Overview of propofol?

A
  • Postoperative vomiting is uncommon. Antiemetic.
  • Used for induction and maintenance of anesthesia.
  • Produces no analgesia.
  • Rapidly metabolized in the liver.
  • Potent respiratory depressant.
  • Reduces intracranial pressure.
  • Causes hypotension through decreased PVR.
  • Fospropofol: prodrug converted to propofol in vivo.
38
Q

Overview of Etomidate?

A
  • Primarily used for anesthetic induction of patients at risk for hypotension.
  • Causes minimal CV and respiratory depression.
  • No analgesic effects.
  • Reduces intracranial pressure.
  • Associated with nausea and vomiting.
39
Q

Overview of Ketamine?

A

• Produces dissociative anesthesia, characterized by catatonia, amnesia and
analgesia, with or without loss of consciousness.
• Mechanism of action may involve blockade of NMDA receptors.
• Only IV anesthetic that possesses both analgesic properties and the ability to produce CV stimulation.
• Increases intracranial pressure.
• Causes sensory and perceptual illusions, and
vivid dreams (‘emergence phenomena’).
• Diazepam, midazolam, or propofol reduce the
incidence of these phenomena.

40
Q

Overview of Neuroleptic-Opioid Combinations

A

Neuroleptic-Opioid Combinations
• When a potent opioid analgesic, such as
fentanyl, is combined with a neuroleptic such as
droperidol, neurolept analgesia is established.
• Neurolept analgesia can be converted to neurolept anesthesia by the concurrent administration of 65% N2O in O2
.

41
Q

adjuncts to anesthetics?

A

• Adjuvant drugs provide additional effects that
are desirable during surgery but are not necessarily provided by the general anesthetics.
• Benzodiazepines.
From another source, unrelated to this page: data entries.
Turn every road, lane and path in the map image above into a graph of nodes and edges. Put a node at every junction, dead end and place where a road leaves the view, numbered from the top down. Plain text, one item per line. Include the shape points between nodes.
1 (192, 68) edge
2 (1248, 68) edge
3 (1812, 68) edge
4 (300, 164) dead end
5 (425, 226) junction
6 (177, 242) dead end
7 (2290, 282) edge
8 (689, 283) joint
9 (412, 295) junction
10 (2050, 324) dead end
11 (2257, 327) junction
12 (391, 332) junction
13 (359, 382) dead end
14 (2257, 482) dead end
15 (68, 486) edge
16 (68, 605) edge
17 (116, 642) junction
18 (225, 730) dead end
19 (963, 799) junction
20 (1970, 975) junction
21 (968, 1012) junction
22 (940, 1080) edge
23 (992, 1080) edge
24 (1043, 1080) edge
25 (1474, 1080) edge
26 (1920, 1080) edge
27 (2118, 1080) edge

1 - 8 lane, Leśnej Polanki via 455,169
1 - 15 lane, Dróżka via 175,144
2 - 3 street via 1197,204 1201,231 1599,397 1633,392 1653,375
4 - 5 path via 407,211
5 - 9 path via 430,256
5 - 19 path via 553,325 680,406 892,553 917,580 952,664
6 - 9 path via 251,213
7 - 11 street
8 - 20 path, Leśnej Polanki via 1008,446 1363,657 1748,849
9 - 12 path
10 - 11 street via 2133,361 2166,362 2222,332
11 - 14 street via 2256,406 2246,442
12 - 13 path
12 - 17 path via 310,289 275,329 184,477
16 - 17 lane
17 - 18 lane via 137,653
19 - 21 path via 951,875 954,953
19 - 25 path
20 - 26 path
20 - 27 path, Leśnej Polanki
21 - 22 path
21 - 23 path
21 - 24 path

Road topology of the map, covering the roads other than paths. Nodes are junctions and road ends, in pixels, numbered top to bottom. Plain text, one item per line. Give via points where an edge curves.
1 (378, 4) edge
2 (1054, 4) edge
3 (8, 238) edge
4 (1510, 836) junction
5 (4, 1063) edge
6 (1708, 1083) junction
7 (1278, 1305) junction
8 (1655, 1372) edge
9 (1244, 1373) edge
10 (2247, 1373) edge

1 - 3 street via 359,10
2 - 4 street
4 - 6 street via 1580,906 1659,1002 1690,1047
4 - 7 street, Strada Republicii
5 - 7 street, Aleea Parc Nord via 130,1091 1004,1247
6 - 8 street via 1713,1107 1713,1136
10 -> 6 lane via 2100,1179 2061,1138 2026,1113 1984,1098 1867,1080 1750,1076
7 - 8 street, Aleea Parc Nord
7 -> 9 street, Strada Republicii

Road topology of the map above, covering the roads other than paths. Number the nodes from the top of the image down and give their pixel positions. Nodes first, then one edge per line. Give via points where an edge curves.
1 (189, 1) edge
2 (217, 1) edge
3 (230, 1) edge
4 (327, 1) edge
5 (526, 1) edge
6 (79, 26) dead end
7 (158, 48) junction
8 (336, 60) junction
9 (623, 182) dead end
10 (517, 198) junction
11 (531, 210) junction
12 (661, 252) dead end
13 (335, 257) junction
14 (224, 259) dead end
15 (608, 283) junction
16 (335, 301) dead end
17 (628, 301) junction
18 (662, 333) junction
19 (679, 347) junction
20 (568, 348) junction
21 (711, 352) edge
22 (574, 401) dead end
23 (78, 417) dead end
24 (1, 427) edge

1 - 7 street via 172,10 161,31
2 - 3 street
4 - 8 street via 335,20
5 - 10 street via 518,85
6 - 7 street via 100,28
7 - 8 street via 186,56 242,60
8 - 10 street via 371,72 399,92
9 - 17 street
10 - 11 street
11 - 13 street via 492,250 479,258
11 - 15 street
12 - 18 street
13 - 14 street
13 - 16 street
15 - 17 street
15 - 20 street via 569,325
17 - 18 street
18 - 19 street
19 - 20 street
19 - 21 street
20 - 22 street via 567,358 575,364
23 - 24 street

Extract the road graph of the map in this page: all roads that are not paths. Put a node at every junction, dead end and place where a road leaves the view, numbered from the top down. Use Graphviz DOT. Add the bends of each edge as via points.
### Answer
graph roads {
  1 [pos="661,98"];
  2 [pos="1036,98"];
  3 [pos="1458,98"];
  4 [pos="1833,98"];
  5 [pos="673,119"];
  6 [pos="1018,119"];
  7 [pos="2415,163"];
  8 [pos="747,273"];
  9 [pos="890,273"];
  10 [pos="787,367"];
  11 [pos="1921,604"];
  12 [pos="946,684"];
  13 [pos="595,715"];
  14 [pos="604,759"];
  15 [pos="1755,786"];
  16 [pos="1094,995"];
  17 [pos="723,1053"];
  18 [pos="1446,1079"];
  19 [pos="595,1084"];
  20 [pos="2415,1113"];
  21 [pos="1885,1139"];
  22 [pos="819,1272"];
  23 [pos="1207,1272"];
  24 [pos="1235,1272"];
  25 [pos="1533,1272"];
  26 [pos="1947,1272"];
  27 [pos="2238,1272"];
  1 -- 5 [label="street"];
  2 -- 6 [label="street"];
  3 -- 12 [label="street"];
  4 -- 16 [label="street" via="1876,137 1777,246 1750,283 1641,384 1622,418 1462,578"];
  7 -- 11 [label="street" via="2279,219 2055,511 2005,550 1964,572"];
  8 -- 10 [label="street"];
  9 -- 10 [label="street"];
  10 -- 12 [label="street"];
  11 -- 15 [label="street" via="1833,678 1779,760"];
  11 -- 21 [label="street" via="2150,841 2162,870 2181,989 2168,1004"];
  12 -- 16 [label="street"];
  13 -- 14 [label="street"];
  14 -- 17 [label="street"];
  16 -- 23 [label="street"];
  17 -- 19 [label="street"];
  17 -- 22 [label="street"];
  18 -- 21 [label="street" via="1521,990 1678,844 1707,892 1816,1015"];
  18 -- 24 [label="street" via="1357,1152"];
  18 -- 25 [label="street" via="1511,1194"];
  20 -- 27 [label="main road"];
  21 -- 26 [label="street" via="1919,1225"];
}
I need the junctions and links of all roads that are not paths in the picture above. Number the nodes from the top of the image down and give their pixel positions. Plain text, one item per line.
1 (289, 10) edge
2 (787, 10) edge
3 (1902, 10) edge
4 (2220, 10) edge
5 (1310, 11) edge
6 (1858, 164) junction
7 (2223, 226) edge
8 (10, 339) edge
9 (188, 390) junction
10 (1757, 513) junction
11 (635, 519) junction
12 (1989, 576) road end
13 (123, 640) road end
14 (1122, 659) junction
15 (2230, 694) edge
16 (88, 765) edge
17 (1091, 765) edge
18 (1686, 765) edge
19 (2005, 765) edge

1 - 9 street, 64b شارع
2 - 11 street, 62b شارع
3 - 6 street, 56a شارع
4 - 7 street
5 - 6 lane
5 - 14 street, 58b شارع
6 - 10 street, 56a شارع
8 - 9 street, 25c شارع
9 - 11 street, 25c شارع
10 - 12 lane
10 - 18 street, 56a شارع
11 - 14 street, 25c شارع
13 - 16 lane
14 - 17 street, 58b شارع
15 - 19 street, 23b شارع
For their anxiolytic and anterograde amnesic properties.
• Opioids. For analgesia.
• Neuromuscular blockers. To achieve muscle relaxation.
• Antiemetics, eg ondansetron. To prevent
possible aspiration of stomach contents.
• Antimuscarinics, eg scopolamine
• For its amnesic effects
• To prevent salivation and bronchial secretions
• To protect the heart from bradycardia caused by inhalation agents and neuromuscular blockers.